Filosseno Luzzatto (Philoxene) (July 10, 1829 at Trieste – January 25, 1854 at Padua) was an Italian Jewish scholar; son of Samuel David Luzzatto. His name is the Italian equivalent of the title of one of his father's principal works, "Oheb Ger," which was written at the time of Filosseno's birth.

He showed from childhood linguistic aptitude, and having mastered several European languages, he devoted himself to the study of Semitic languages and Sanskrit. When a boy of thirteen he deciphered some old inscriptions on the tombstones of Padua which had puzzled older scholars.

Two years later, happening to read D'Abbadie's narrative of his travels in Abyssinia, he resolved to write a history of the Falashas.

In spite of his premature death, he wrote several important works:

  • "L'Asia Antica, Occidentale e Media" (Milan, 1847); "Mémoire sur l'Inscription Cunéïforme Persane de Behistan," in "Journal de l'Institut Lombard" (ib. 1848)
  • "Le Sanscritisme de la Langue Assyrienne" (Padua, 1849)
  • "Etudes sur les Inscriptions Assyriennes de Persépolis, Hamadan, Van, et Khorsabad" (ib. 1850)
  • "Notice sur Abou Jousouf Hasdai ibn Shaprout" (ib. 1852)
  • "Mémoire sur les Juifs d'Abyssinie ou Falashas" (printed posthumously in "Arch. Isr." xii.-xv.).
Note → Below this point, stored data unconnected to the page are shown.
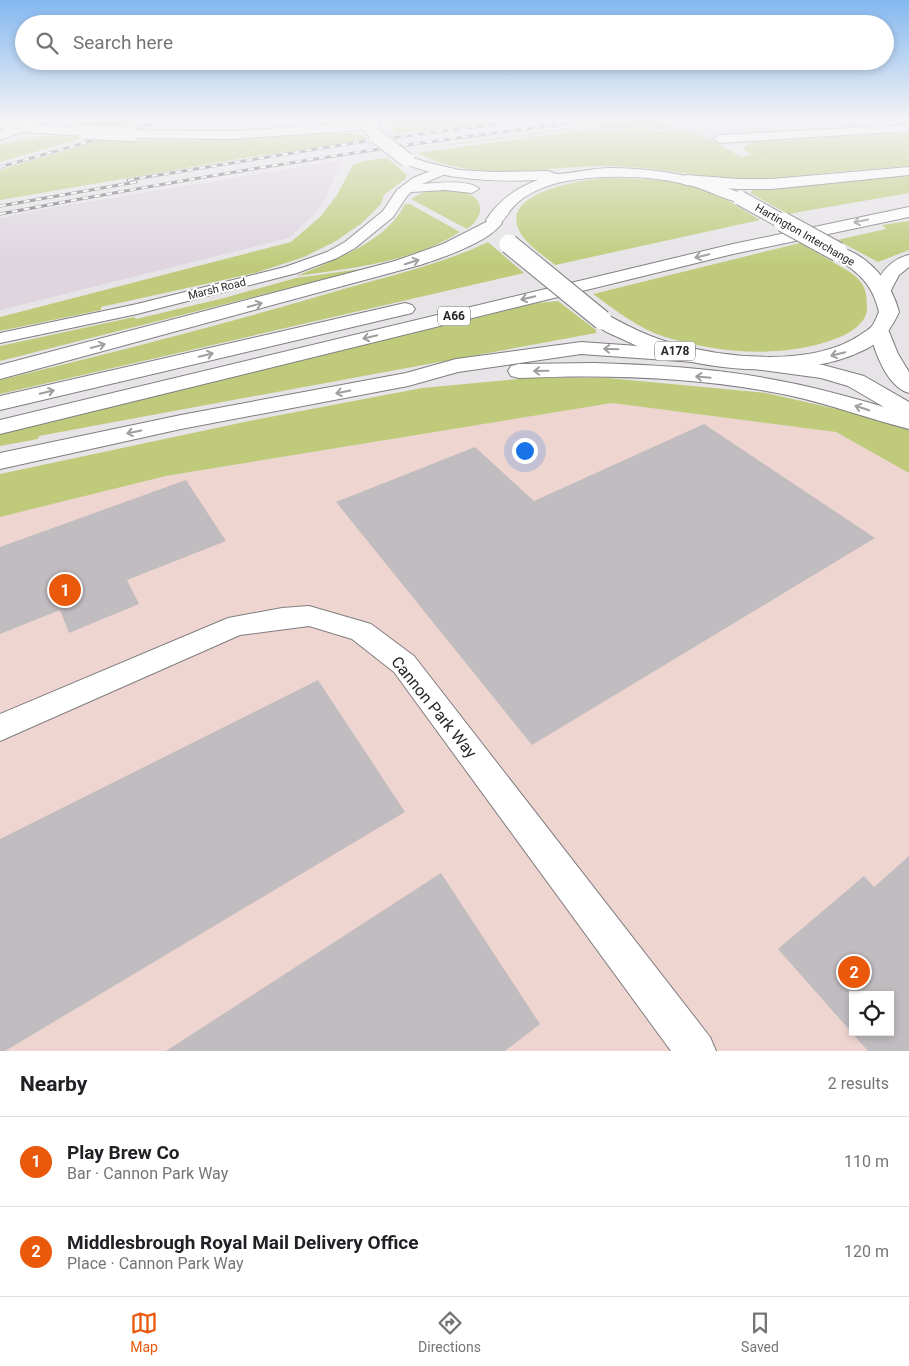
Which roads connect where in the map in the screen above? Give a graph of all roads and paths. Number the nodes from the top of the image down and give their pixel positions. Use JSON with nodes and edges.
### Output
{"nodes":[{"id":1,"x":426,"y":167,"type":"edge"},
{"id":2,"x":909,"y":171,"type":"edge"},
{"id":3,"x":440,"y":172,"type":"junction"},
{"id":4,"x":577,"y":175,"type":"junction"},
{"id":5,"x":686,"y":180,"type":"junction"},
{"id":6,"x":472,"y":189,"type":"junction"},
{"id":7,"x":408,"y":190,"type":"junction"},
{"id":8,"x":909,"y":199,"type":"edge"},
{"id":9,"x":909,"y":212,"type":"edge"},
{"id":10,"x":490,"y":213,"type":"junction"},
{"id":11,"x":909,"y":260,"type":"edge"},
{"id":12,"x":524,"y":281,"type":"dead end"},
{"id":13,"x":883,"y":288,"type":"junction"},
{"id":14,"x":427,"y":303,"type":"dead end"},
{"id":15,"x":880,"y":330,"type":"junction"},
{"id":16,"x":0,"y":338,"type":"edge"},
{"id":17,"x":694,"y":356,"type":"junction"},
{"id":18,"x":754,"y":362,"type":"junction"},
{"id":19,"x":0,"y":372,"type":"edge"},
{"id":20,"x":408,"y":379,"type":"junction"},
{"id":21,"x":909,"y":386,"type":"edge"},
{"id":22,"x":0,"y":403,"type":"edge"},
{"id":23,"x":909,"y":412,"type":"edge"},
{"id":24,"x":909,"y":422,"type":"edge"},
{"id":25,"x":0,"y":427,"type":"edge"},
{"id":26,"x":0,"y":460,"type":"edge"},
{"id":27,"x":0,"y":728,"type":"edge"},
{"id":28,"x":696,"y":1051,"type":"edge"}],
"edges":[{"from":1,"to":3,"type":"main road","number":"A178","bridge":true},
{"from":2,"to":5,"type":"main road"},
{"from":3,"to":4,"type":"main road","number":"A178"},
{"from":3,"to":6,"type":"main road","number":"A178"},
{"from":3,"to":7,"type":"street","name":"Marsh Road"},
{"from":4,"to":5,"type":"main road","name":"Hartington Interchange","number":"A178"},
{"from":4,"to":10,"type":"main road","name":"Hartington Interchange","number":"A178"},
{"from":5,"to":13,"type":"main road","name":"Hartington Interchange","number":"A178","bridge":true},
{"from":6,"to":7,"type":"street"},
{"from":6,"to":10,"type":"main road","number":"A178"},
{"from":7,"to":16,"type":"street","name":"Marsh Road"},
{"from":8,"to":12,"type":"main road"},
{"from":9,"to":25,"type":"main road","number":"A66","one_way":true},
{"from":10,"to":17,"type":"main road","number":"A178","bridge":true},
{"from":19,"to":10,"type":"main road","name":"Hartington Interchange","one_way":true},
{"from":11,"to":13,"type":"main road"},
{"from":13,"to":15,"type":"main road"},
{"from":22,"to":14,"type":"main road","number":"A66","one_way":true},
{"from":15,"to":18,"type":"main road","number":"A178","one_way":true},
{"from":15,"to":21,"type":"main road"},
{"from":17,"to":18,"type":"main road","number":"A178"},
{"from":17,"to":20,"type":"main road","one_way":true},
{"from":18,"to":23,"type":"main road"},
{"from":24,"to":20,"type":"main road","one_way":true},
{"from":20,"to":26,"type":"main road","one_way":true},
{"from":27,"to":28,"type":"street","name":"Cannon Park Way"}]}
He also translated into Italian eighteen chapters of the Book of Ezekiel, adding a Hebrew commentary. Luzzatto contributed to many periodicals, mostly on philological or exegetical subjects. Of special interest are his observations on the inscriptions in the ruins of the ancient Jewish cemetery in Paris ("Mémoires des Antiquités de France," xxii. 60).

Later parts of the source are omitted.